Stored data entries:
....

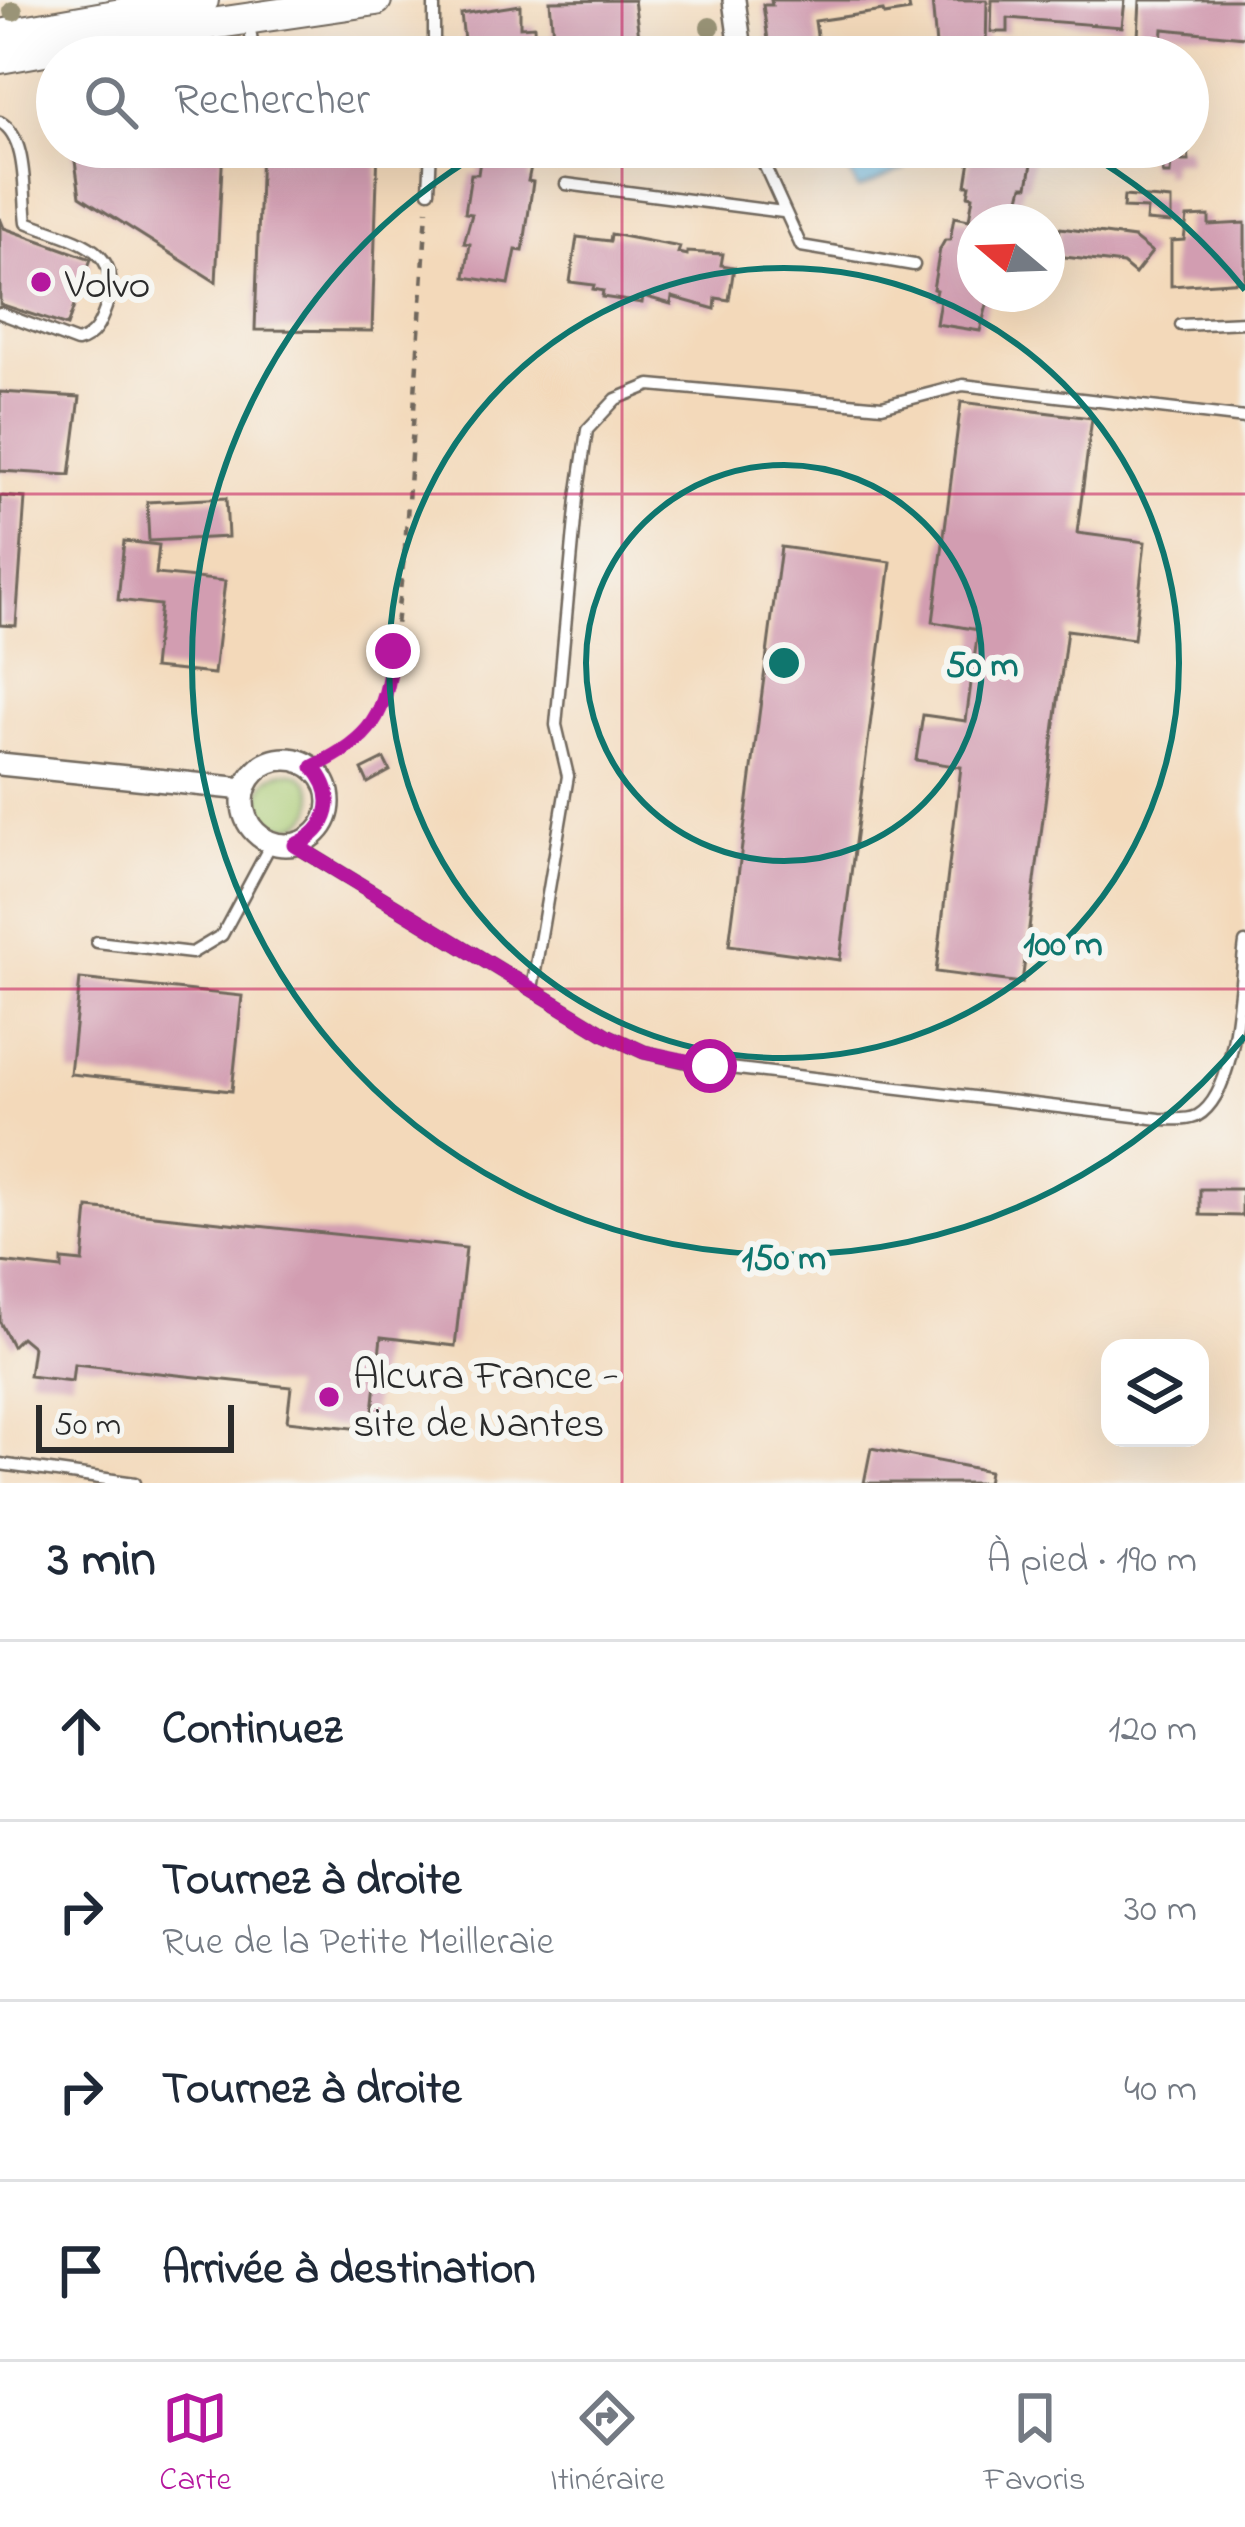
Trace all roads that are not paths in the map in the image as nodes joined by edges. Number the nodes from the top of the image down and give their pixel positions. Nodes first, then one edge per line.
1 (203, 0) edge
2 (376, 0) edge
3 (434, 0) edge
4 (734, 0) edge
5 (248, 19) junction
6 (0, 34) edge
7 (173, 36) edge
8 (251, 36) edge
9 (434, 36) edge
10 (739, 36) edge
11 (36, 55) edge
12 (0, 58) edge
13 (0, 122) edge
14 (430, 168) edge
15 (765, 168) edge
16 (566, 184) dead end
17 (429, 190) road end
18 (783, 212) junction
19 (914, 265) dead end
20 (0, 313) edge
21 (1245, 322) edge
22 (1181, 326) dead end
23 (1245, 418) edge
24 (0, 764) edge
25 (244, 789) junction
26 (283, 844) junction
27 (97, 942) dead end
28 (1245, 943) edge
29 (532, 989) junction
30 (0, 1464) edge
31 (135, 1483) edge

1 - 6 main road
2 - 5 main road
3 - 9 lane
4 - 10 street
5 - 7 main road
5 - 8 lane
11 - 12 main road
13 - 20 lane
14 - 17 lane
15 - 18 lane
16 - 18 lane
18 - 19 lane
21 - 22 lane
23 - 29 lane
24 - 25 street
25 - 26 street
25 - 26 street
26 - 27 lane
26 - 29 lane
28 - 29 lane
30 - 31 lane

....

-- Assigned task --
Where an entry holds an image, drop the image and copy the remaining text exactly.

-- Problem solution --
Trace all roads that are not paths in the map in the image as nodes joined by edges. Number the nodes from the top of the image down and give their pixel positions. Nodes first, then one edge per line.
1 (203, 0) edge
2 (376, 0) edge
3 (434, 0) edge
4 (734, 0) edge
5 (248, 19) junction
6 (0, 34) edge
7 (173, 36) edge
8 (251, 36) edge
9 (434, 36) edge
10 (739, 36) edge
11 (36, 55) edge
12 (0, 58) edge
13 (0, 122) edge
14 (430, 168) edge
15 (765, 168) edge
16 (566, 184) dead end
17 (429, 190) road end
18 (783, 212) junction
19 (914, 265) dead end
20 (0, 313) edge
21 (1245, 322) edge
22 (1181, 326) dead end
23 (1245, 418) edge
24 (0, 764) edge
25 (244, 789) junction
26 (283, 844) junction
27 (97, 942) dead end
28 (1245, 943) edge
29 (532, 989) junction
30 (0, 1464) edge
31 (135, 1483) edge

1 - 6 main road
2 - 5 main road
3 - 9 lane
4 - 10 street
5 - 7 main road
5 - 8 lane
11 - 12 main road
13 - 20 lane
14 - 17 lane
15 - 18 lane
16 - 18 lane
18 - 19 lane
21 - 22 lane
23 - 29 lane
24 - 25 street
25 - 26 street
25 - 26 street
26 - 27 lane
26 - 29 lane
28 - 29 lane
30 - 31 lane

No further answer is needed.